The venison CB was great! I'll be making it again.....



Thanks for checking out my breakfast.


----------



## uncle_lar (Mar 30, 2009)

Jeanie,
that looks fabulous! wow! left over morels , that never happens here I eat them all!
it wont be long an it will be morel season here, I can wait.
do you dehyadrate your morels?


----------



## cowgirl (Mar 30, 2009)

Thanks Uncle Lar! I do dry my morels...these are from last spring. Hopefully I will get more in a month or so.
Thanks for checking out my venison CB! :)


----------



## bbq engineer (Mar 30, 2009)

Jeanie,

*WOW! Awesome looking plate of food!*

Very nice meal with the venison, wild onions, and morels. Everything was perfect! 








 to you!


----------



## cowgirl (Mar 30, 2009)

Thank you BBQ Engineer!  That backstrap makes some pretty good eatin'.


----------



## alx (Mar 30, 2009)

Beautiful.I too am onion and leek addict.Will be traveling to hills(west virginia)-to pick ramps(wild leeks) in two weeks-wonderful job again.


----------



## dingle (Mar 30, 2009)

Very nice Cowgirl! I wish I had a few girls to give me fresh cackle berries every morning :) Great looking plate!


----------



## grothe (Mar 30, 2009)

Even the eggs are perfect!!
Venison looks delicious....beautiful plated pic


----------



## tasunkawitko (Mar 30, 2009)

that's as good as it gets, jeanie! great job!


----------



## bassman (Mar 30, 2009)

Awesome looking venison, Jeanie!  I've been cutting the backstraps into butterfly steaks.  Guess this year, I'll have to save some whole ones.  I should send you a backstrap from a cow elk just to see what you do with it.


----------



## cowgirl (Mar 30, 2009)

Thank you! 
Alex, good luck on your ramp hunt!
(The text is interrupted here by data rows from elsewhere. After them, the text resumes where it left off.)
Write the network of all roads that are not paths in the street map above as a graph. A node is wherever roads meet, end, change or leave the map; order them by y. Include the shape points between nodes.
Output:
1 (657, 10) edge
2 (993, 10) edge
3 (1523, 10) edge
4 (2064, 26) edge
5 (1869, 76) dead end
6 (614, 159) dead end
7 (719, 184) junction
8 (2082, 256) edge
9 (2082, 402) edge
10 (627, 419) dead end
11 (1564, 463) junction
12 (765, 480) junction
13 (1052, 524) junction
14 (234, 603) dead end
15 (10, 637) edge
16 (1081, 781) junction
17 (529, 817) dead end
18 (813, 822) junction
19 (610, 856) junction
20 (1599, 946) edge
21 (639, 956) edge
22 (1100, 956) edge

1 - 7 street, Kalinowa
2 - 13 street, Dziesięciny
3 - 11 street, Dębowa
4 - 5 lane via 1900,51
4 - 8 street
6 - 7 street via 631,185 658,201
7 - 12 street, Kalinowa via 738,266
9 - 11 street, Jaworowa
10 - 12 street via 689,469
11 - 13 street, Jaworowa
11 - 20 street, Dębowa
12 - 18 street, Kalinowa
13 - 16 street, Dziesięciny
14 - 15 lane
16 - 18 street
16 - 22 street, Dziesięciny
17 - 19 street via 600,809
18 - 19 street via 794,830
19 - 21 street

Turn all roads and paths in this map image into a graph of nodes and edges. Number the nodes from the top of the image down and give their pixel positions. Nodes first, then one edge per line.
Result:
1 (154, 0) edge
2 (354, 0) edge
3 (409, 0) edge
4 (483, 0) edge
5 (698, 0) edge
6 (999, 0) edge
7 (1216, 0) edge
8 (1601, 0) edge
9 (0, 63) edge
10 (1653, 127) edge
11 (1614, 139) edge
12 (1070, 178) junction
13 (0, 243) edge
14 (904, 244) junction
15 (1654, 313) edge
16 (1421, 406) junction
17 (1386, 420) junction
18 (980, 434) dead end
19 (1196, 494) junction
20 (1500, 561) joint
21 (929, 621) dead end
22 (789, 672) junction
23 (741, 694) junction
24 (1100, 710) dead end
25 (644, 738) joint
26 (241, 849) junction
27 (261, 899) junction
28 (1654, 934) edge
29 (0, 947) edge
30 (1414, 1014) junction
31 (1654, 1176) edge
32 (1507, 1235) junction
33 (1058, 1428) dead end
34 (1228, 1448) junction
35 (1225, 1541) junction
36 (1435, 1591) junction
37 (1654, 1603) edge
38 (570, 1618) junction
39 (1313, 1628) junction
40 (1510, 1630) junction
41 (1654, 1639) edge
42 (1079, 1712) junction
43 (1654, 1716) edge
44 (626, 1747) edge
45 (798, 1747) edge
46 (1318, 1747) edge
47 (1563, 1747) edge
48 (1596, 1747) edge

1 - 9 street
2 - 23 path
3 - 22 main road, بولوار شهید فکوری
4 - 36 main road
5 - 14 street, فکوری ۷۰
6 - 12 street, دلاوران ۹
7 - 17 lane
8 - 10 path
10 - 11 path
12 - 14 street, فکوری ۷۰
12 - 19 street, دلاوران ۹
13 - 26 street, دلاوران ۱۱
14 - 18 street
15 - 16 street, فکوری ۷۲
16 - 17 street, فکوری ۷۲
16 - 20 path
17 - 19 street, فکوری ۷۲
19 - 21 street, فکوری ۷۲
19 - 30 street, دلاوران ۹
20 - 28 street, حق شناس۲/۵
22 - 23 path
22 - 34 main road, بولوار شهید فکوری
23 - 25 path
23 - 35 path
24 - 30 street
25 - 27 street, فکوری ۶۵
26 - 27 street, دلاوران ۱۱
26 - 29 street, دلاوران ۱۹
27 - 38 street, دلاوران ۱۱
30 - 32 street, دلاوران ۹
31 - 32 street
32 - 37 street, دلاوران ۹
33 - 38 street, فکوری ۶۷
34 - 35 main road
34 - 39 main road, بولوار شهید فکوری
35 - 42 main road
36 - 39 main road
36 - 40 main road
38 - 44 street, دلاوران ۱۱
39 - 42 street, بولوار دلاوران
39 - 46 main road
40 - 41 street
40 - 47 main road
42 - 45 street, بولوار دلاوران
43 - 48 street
Hope all goes well for ya. :)
DINGLE...you really should get a couple of hens..I'm sure Miss Taylor would love them. 
	

	
	
		
		



		
		
	


	




Gene, thanks! I've never been great at frying eggs. lol
Robert, thank you for the compliment. :)
Bassman, I usually slice some steaks with mine, but got too busy during deer season. This is the first time I threw it in the freezer whole. lol
Would love to try elk someday, bet it's great!


----------



## tasunkawitko (Mar 30, 2009)

i used to slice all tenderloin into seaks, but the last couple of years ahve been saving a few of them whole. we get several deer per year, so it provides some variety. 

i smoked a couple of tenderloins last year in the sma manner as one would a roast and shredded it - made GREAT sandwiches!


----------



## nomorecoop (Mar 30, 2009)

mmnnn...ramps....mnnnn.  Goes well with everything, even cereal (j/k)

Great smoke cowgirl!!!!


----------



## sumosmoke (Mar 30, 2009)

What an awesome smoke, Jeanie. That back strap looked sushi-grade 
	

	
	
		
		



		
		
	


	





 !! Your smokes always make me hungry after viewing them ...


----------



## salmonclubber (Mar 31, 2009)

jeanie 

great job that backstrap looks awesome it is on my list of things to do thanks for posting


----------



## cowgirl (Mar 31, 2009)

Robert, those sandwiches sound great! 
Thank you Coop, Laurel and Huey! Hope you give it a try sometime!


----------



## davenh (Mar 31, 2009)

Great job Jeanie 
	

	
	
		
		



		
		
	


	





. You do have a flair for plating things up :).


----------



## cowgirl (Mar 31, 2009)

Thank you Dave, you're too sweet!


----------



## 9manfan (Mar 31, 2009)

That does look very good!!!!!!!!


----------



## oleolson (Apr 8, 2009)

Outstanding!


----------



## cowgirl (Apr 8, 2009)

Thanks 9manfan and Ole! :)

Ole, hope the weather is improving in your part of the country. Sure have had your share of snow, flooding and freezing.


----------



## oleolson (Apr 8, 2009)

It's slowly warming up.  High in the mid 40's now, 50's starting this weekend.  Don't want an extreme warm up or else we'll get more flooding.


----------